PGP NetShare uses PGP Keys for encryption, which are in turn encrypted to the session keys. When the PGP Key is unlocked, this in turn will unlock the session key and allow access to the NetShare encrypted data.

If encrypting to many PGP Keys, special considerations should be taken.

Resolution

If many users do need access, we recommend using the Group Key functionality, which can significantly reduce the amount of needed PGP Keys since the folders would only be encrypted to the Group Keys. In addition to this, it also reduces the administrative cost associated with making the share available to new users, as well as removing access for existing users.
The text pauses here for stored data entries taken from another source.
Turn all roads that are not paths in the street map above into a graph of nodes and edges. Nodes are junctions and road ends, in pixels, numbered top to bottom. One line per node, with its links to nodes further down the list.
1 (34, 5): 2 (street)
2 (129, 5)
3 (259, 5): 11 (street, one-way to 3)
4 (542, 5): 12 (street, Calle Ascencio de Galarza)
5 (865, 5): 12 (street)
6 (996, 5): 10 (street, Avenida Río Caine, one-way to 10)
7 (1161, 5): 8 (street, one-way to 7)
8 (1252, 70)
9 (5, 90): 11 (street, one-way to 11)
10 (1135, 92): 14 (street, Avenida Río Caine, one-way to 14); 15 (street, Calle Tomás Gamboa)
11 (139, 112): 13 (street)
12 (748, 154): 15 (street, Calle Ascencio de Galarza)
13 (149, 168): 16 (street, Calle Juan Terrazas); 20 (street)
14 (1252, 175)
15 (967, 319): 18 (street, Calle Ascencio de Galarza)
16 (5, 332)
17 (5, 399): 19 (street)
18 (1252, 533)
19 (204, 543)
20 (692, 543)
For more information on Group Keys, please consult the following KBs:

PGP NetShare Group Key FAQ's
http://www.symantec.com/docs/HOWTO61299

How do I create a new Group with a Group key?
http://www.symantec.com/docs/HOWTO61277

How do I export a PGP NetShare Group Key?
http://www.symantec.com/docs/HOWTO61281

How do I delete a Group Key?
http://www.symantec.com/docs/HOWTO61279

How do I remove a Group Key from a Group?
http://www.symantec.com/docs/HOWTO61278

How do I revoke a Group Key?
http://www.symantec.com/docs/HOWTO61280

Applies To

The information needed to access a NetShare folder, is called the metadata. When a file is encrypted with PGP NetShare, the metadata, or a blob is added to the front o the file. The size of this blob will vary depending on how many keys are added to the NetShare protected file/folder and how large the PGP keys are.

This blob contains the information for PGP Keys and how to unlock the encrypted share. It may not be possible to state an exact number of keys because each key size can vary ranging from 1024 to 4096 bit size. In theory, the maximum number of keys possible will be somewhere around 1000 keys. The larger the key size, the smaller number of keys that can be used for encryption.
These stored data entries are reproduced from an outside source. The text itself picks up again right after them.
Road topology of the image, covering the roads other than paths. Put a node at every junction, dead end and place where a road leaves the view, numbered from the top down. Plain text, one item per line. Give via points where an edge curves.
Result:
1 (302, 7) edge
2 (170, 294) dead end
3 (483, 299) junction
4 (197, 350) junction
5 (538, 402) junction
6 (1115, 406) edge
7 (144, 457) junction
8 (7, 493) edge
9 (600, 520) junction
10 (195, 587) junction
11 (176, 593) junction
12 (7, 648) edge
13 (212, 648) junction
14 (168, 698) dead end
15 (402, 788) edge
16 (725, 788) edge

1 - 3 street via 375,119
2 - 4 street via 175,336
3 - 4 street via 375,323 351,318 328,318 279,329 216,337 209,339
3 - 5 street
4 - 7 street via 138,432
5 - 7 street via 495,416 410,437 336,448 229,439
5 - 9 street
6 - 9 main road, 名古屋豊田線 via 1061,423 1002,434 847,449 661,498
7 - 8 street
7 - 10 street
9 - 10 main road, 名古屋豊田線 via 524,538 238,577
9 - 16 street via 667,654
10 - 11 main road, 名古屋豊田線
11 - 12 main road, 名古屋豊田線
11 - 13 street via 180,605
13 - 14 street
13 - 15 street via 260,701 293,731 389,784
This meta data is in a header in front of each encrypted file. Because of this, you must take into account the size of this blob/metadata header. In theory, if a file was encrypted to 1000 keys, then about 1MB would be added to the front of the file.

Taking this example a bit further, however, if you had 1000 files, then in theory, about 1000 MBs extra is needed in order to encrypt the files. This is because all 1000 users would be accessing the 1000 files and the blob is added to each file. Of course, encrypting to 1000 users may be rare, it is theoretically possible so consideration in available hard drive space is needed.

In addition to this, if this same directory with 1000 files, also had 1000 folders in it, an additional 1000 MBs overhead would be needed because the blob is also added to each folder for authentication.

In total, 2000 MBs would be needed in this example, 1000 MBs for the files, and 1000 MBs to the folders.